What is more, Poppy will lose her citizenship if she marries Josiah, and he knows her parents do not approve. And, after an incident in the shipyard, Josiah sees only one way forward, to join the fight abroad. Here, he becomes an elite paratrooper, jumping from planes to help the allies win in Europe. He hopes that his service abroad will change his status at home.
Josiah joins the war effort for love, and he is a brave man, but one of the notable things about this novel is that Josiah is also extremely flawed. He often does things that are mean or self-serving, and readers may sometimes find themselves wondering, “Do I even like this man?” At the same time, it is impossible to not root for him and impossible to not be angry at the society that treats him as a second-class person despite what he is willing to sacrifice for his nation.

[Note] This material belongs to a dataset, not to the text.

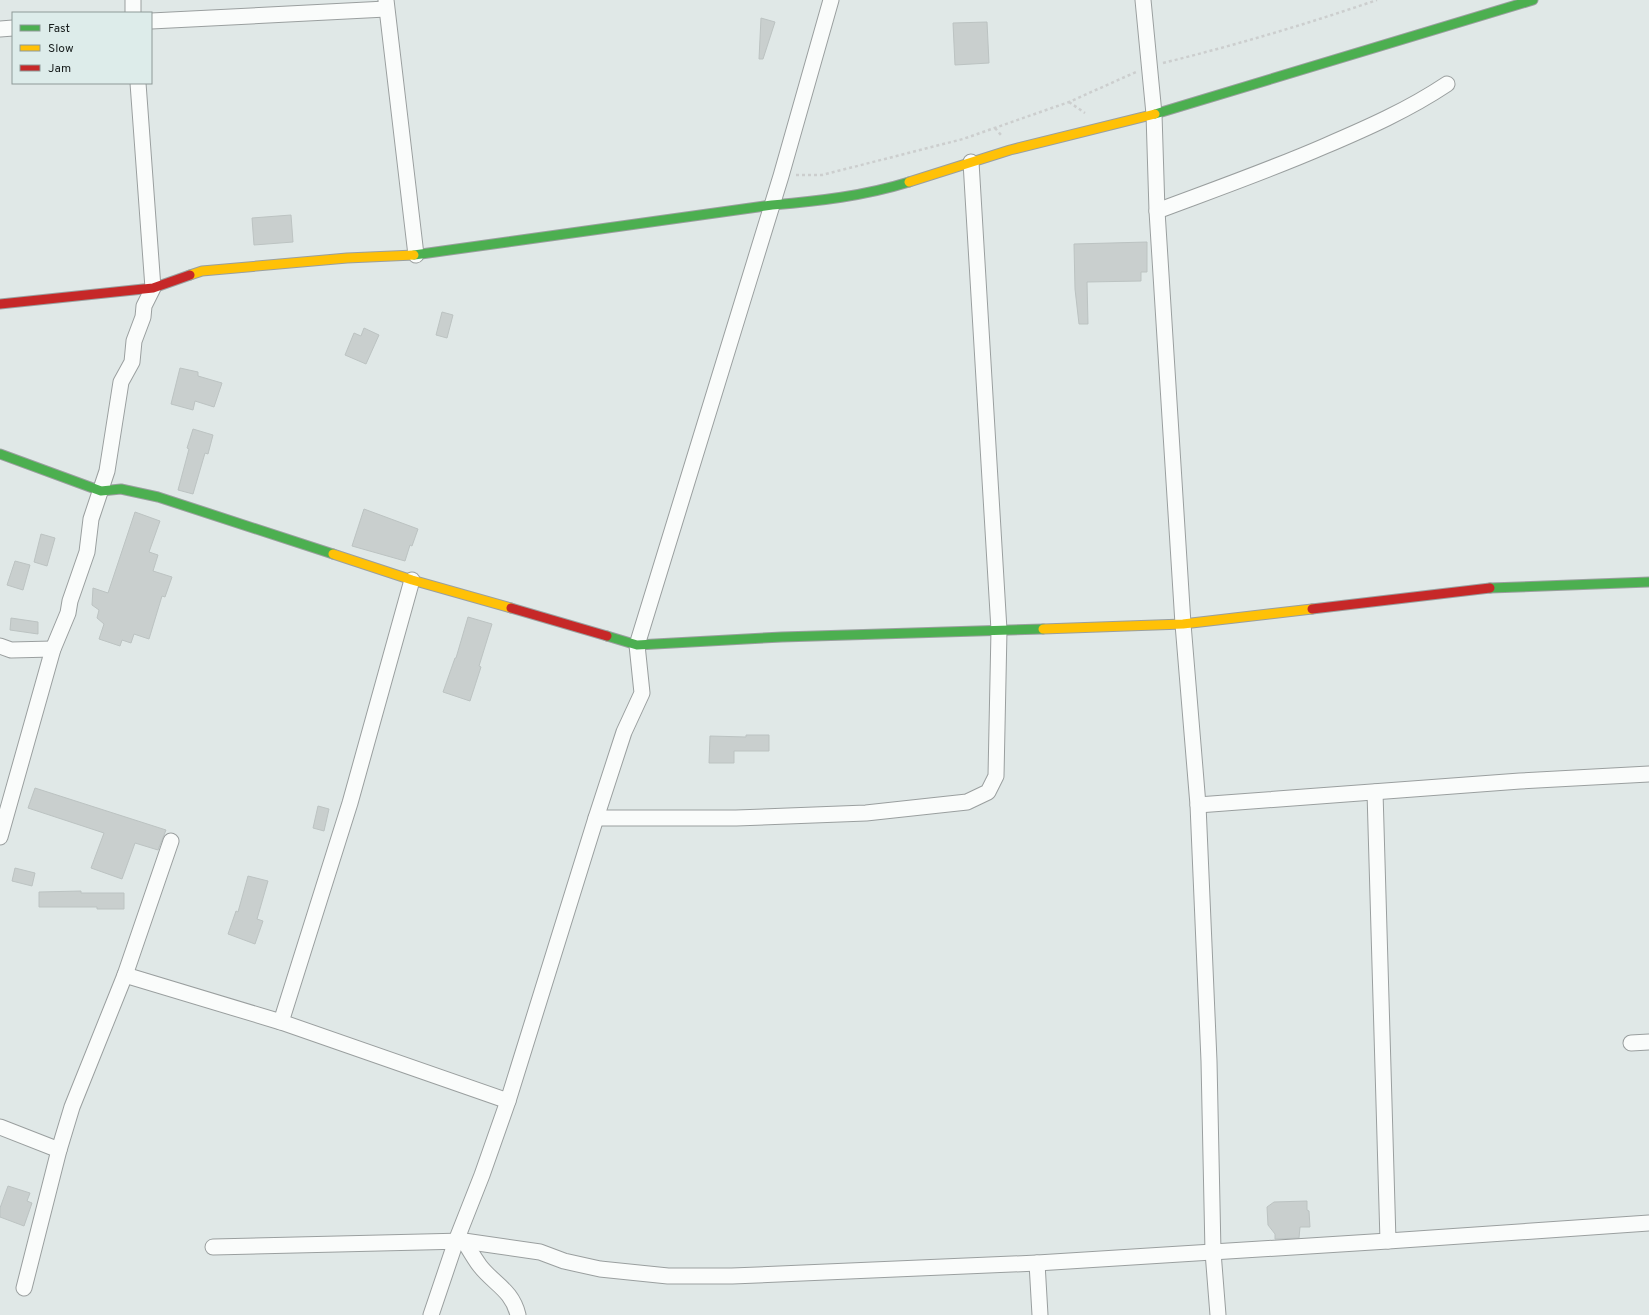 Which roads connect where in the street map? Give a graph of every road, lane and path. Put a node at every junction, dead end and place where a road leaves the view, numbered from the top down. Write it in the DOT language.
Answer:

It is this believable portrait of a complicated soldier fighting for rights in an imperfect homeland that kept me so involved in this novel. I read this novel for long periods at a time, and found that, even when I was forced to put it down and engage with the real world, I was constantly thinking about Josiah and Poppy, hoping against hope that they would get the lives they wanted.
The Riveter is a novel that is both epic in scope and intimate in detail, and Wang uses the timeless setup of two star-crossed lovers separated by war to explore themes of historical interracial love, systemic racism, and birthright citizenship. Although in some ways this story is as old as time, The Riveter is also a novel that feels achingly of this moment.
Wang is a wise and compassionate novelist whose work, though technically historical, asks readers to consider how much has changed—and not changed—since Josiah’s time.
And although his writing is mostly straight forward, with plot and character work privileged over lyrical prose, there are moments of such stark beauty that they took my breath away.
In short, The Riveter is a worthy addition to the canon of war literature, and readers who pick up this novel will not regret it. I, for one, cannot wait to see what Wang does next.
Ashley Riggleson is a free-lance book reviewer from Rappahannock County. When she is not reading or writing book reviews, she can usually be found playing with her pets, listening to podcasts, or watching television with friends and family.